Saved data entries:
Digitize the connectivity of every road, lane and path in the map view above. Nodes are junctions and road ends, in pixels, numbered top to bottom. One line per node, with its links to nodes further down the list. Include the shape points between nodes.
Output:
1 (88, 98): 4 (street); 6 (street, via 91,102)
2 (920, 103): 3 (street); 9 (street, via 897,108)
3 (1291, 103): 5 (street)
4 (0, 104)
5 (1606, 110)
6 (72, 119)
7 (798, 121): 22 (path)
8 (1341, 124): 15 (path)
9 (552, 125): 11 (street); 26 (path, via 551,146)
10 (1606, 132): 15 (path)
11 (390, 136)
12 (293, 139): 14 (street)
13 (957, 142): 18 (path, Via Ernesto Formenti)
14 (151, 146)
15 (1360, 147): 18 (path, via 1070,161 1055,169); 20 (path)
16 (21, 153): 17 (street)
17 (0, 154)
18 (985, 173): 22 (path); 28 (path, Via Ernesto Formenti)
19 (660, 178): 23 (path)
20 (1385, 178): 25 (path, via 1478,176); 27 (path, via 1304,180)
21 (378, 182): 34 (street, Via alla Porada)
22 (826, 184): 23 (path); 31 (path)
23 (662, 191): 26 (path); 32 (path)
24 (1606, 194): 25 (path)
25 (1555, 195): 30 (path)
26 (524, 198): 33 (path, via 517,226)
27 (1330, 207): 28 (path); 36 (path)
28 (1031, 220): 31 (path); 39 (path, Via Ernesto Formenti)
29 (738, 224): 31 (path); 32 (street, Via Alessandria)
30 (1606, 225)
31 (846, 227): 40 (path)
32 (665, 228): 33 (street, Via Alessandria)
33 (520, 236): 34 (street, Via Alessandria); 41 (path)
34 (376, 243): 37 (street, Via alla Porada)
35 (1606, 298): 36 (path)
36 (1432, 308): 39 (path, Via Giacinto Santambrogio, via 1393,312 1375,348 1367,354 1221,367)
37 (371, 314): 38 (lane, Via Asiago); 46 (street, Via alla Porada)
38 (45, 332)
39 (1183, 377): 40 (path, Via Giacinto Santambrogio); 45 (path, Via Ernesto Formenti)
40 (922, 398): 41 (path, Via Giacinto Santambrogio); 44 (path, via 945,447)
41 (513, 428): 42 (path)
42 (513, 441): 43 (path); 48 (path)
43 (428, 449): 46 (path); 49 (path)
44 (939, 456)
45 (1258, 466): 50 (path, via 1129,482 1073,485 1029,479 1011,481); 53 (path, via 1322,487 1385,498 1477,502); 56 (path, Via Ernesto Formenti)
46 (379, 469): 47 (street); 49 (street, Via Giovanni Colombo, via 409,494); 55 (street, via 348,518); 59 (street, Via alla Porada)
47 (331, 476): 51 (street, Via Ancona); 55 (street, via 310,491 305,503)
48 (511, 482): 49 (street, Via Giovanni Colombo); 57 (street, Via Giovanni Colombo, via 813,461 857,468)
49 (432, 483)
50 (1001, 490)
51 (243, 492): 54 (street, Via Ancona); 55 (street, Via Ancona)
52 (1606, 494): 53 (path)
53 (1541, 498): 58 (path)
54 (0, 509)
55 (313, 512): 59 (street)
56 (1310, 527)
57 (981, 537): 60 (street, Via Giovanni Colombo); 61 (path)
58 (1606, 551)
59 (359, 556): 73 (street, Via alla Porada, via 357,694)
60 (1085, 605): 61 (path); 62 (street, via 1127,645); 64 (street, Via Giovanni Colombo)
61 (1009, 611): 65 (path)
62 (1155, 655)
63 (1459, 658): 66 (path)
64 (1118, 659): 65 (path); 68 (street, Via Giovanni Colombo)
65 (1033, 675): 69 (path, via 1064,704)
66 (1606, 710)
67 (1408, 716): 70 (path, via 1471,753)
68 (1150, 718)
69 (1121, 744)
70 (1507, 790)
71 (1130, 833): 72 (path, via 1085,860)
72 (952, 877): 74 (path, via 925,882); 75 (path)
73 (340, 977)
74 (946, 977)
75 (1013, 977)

==

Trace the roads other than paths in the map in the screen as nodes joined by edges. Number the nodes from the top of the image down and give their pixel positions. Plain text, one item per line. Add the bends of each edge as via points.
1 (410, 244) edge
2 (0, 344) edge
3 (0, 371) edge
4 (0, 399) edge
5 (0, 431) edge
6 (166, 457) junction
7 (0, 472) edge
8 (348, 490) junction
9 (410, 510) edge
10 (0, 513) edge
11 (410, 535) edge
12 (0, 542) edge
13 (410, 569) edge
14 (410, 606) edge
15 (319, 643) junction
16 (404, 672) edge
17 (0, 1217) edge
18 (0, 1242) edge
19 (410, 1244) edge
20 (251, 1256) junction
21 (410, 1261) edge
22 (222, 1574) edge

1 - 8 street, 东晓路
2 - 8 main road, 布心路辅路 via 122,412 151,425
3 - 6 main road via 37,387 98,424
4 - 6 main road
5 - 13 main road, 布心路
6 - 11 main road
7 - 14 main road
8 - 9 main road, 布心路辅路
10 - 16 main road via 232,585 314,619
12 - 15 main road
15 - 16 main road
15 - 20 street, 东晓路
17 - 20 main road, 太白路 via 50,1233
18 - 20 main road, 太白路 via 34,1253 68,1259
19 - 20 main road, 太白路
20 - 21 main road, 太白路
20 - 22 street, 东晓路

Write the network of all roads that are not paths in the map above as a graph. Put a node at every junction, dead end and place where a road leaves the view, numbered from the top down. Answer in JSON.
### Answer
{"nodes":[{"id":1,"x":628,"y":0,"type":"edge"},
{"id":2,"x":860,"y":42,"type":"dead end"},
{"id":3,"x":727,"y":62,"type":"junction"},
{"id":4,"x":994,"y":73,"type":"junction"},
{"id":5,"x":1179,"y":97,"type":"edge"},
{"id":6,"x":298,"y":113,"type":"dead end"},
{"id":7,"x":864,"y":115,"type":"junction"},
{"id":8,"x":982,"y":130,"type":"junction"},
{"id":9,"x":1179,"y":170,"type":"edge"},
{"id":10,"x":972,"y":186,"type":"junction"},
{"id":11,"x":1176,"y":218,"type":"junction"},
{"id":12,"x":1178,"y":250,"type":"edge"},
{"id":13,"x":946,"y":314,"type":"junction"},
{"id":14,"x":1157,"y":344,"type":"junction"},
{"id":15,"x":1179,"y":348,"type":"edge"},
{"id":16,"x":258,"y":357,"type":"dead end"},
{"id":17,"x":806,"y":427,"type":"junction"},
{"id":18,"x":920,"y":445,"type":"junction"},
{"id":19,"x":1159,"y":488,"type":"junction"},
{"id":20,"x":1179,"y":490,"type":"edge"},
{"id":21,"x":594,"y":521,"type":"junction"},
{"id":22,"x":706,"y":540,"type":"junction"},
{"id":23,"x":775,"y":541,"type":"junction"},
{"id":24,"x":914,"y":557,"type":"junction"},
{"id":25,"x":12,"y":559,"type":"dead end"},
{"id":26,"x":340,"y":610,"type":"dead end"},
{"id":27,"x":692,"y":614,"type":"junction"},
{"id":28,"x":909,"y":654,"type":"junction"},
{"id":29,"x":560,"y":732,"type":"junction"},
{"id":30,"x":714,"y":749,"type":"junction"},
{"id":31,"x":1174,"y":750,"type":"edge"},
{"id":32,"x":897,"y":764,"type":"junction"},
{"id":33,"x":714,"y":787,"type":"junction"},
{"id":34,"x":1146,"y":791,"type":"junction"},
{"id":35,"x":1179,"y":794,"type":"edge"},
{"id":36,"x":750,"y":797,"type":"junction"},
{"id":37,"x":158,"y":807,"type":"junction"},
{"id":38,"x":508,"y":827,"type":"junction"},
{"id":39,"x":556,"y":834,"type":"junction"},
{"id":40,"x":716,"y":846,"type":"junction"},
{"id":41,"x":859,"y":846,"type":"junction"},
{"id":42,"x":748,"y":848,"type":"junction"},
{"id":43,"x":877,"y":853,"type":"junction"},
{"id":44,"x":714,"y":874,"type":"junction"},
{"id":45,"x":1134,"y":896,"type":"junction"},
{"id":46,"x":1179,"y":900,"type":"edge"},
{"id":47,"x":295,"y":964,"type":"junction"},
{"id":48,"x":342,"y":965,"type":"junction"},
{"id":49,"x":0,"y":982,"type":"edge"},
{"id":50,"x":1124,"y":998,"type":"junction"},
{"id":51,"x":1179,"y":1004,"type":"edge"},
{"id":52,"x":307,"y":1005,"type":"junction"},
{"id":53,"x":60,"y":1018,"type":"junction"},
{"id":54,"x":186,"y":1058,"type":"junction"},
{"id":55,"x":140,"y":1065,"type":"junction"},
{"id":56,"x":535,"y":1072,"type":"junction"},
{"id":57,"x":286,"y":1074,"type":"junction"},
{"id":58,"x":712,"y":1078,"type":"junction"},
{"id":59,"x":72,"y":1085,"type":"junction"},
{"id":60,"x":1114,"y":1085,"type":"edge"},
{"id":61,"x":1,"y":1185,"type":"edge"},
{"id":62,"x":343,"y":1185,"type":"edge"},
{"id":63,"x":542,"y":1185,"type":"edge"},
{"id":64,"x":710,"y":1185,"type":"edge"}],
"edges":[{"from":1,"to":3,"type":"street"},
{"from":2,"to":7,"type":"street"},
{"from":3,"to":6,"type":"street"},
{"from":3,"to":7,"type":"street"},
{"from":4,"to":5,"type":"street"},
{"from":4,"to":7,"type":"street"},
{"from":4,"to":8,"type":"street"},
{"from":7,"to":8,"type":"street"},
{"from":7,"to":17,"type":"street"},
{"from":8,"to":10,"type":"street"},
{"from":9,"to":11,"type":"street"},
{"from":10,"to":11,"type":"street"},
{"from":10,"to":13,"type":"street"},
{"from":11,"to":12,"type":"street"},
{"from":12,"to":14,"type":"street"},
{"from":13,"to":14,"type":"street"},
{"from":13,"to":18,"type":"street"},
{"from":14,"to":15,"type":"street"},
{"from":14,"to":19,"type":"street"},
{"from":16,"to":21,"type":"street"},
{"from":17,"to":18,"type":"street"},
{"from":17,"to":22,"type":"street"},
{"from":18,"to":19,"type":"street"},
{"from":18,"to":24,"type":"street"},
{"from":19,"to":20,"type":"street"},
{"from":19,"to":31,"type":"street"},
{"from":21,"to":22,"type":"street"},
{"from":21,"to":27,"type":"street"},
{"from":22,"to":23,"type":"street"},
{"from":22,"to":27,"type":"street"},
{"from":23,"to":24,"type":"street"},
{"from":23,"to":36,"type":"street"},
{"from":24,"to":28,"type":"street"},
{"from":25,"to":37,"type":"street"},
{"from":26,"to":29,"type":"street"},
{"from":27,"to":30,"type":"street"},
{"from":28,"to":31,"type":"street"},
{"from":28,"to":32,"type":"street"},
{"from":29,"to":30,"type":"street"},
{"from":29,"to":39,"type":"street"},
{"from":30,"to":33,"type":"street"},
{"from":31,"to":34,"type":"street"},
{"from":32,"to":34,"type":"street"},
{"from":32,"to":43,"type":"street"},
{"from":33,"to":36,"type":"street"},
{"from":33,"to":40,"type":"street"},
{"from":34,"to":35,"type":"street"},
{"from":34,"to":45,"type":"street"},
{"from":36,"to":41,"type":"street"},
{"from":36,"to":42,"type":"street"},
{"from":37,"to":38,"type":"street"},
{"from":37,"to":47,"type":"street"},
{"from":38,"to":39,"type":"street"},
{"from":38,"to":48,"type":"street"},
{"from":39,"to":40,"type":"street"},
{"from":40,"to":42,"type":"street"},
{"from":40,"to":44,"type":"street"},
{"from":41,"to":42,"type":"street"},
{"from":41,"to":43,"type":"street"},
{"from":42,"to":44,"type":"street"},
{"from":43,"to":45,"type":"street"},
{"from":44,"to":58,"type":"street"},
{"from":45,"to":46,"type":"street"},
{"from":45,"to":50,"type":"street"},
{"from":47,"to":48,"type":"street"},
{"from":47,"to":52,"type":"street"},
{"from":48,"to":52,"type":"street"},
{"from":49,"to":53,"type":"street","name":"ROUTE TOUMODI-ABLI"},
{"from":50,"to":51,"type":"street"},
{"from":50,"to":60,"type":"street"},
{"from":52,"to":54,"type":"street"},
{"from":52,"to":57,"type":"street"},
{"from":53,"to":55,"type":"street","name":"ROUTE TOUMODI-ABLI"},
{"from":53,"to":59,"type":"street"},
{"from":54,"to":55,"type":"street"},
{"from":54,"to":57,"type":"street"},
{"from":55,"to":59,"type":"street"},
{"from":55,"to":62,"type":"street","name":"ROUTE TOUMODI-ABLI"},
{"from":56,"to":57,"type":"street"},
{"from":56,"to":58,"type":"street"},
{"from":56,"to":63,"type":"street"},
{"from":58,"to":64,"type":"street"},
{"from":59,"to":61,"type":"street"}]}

Description of the task:
Starting with the line with "Trace the roads" above and going on through the line with "Write the network", transcribe every line exactly, both ends included, and add nothing.

Written solution:
Trace the roads other than paths in the map in the screen as nodes joined by edges. Number the nodes from the top of the image down and give their pixel positions. Plain text, one item per line. Add the bends of each edge as via points.
1 (410, 244) edge
2 (0, 344) edge
3 (0, 371) edge
4 (0, 399) edge
5 (0, 431) edge
6 (166, 457) junction
7 (0, 472) edge
8 (348, 490) junction
9 (410, 510) edge
10 (0, 513) edge
11 (410, 535) edge
12 (0, 542) edge
13 (410, 569) edge
14 (410, 606) edge
15 (319, 643) junction
16 (404, 672) edge
17 (0, 1217) edge
18 (0, 1242) edge
19 (410, 1244) edge
20 (251, 1256) junction
21 (410, 1261) edge
22 (222, 1574) edge

1 - 8 street, 东晓路
2 - 8 main road, 布心路辅路 via 122,412 151,425
3 - 6 main road via 37,387 98,424
4 - 6 main road
5 - 13 main road, 布心路
6 - 11 main road
7 - 14 main road
8 - 9 main road, 布心路辅路
10 - 16 main road via 232,585 314,619
12 - 15 main road
15 - 16 main road
15 - 20 street, 东晓路
17 - 20 main road, 太白路 via 50,1233
18 - 20 main road, 太白路 via 34,1253 68,1259
19 - 20 main road, 太白路
20 - 21 main road, 太白路
20 - 22 street, 东晓路

Write the network of all roads that are not paths in the map above as a graph. Put a node at every junction, dead end and place where a road leaves the view, numbered from the top down. Answer in JSON.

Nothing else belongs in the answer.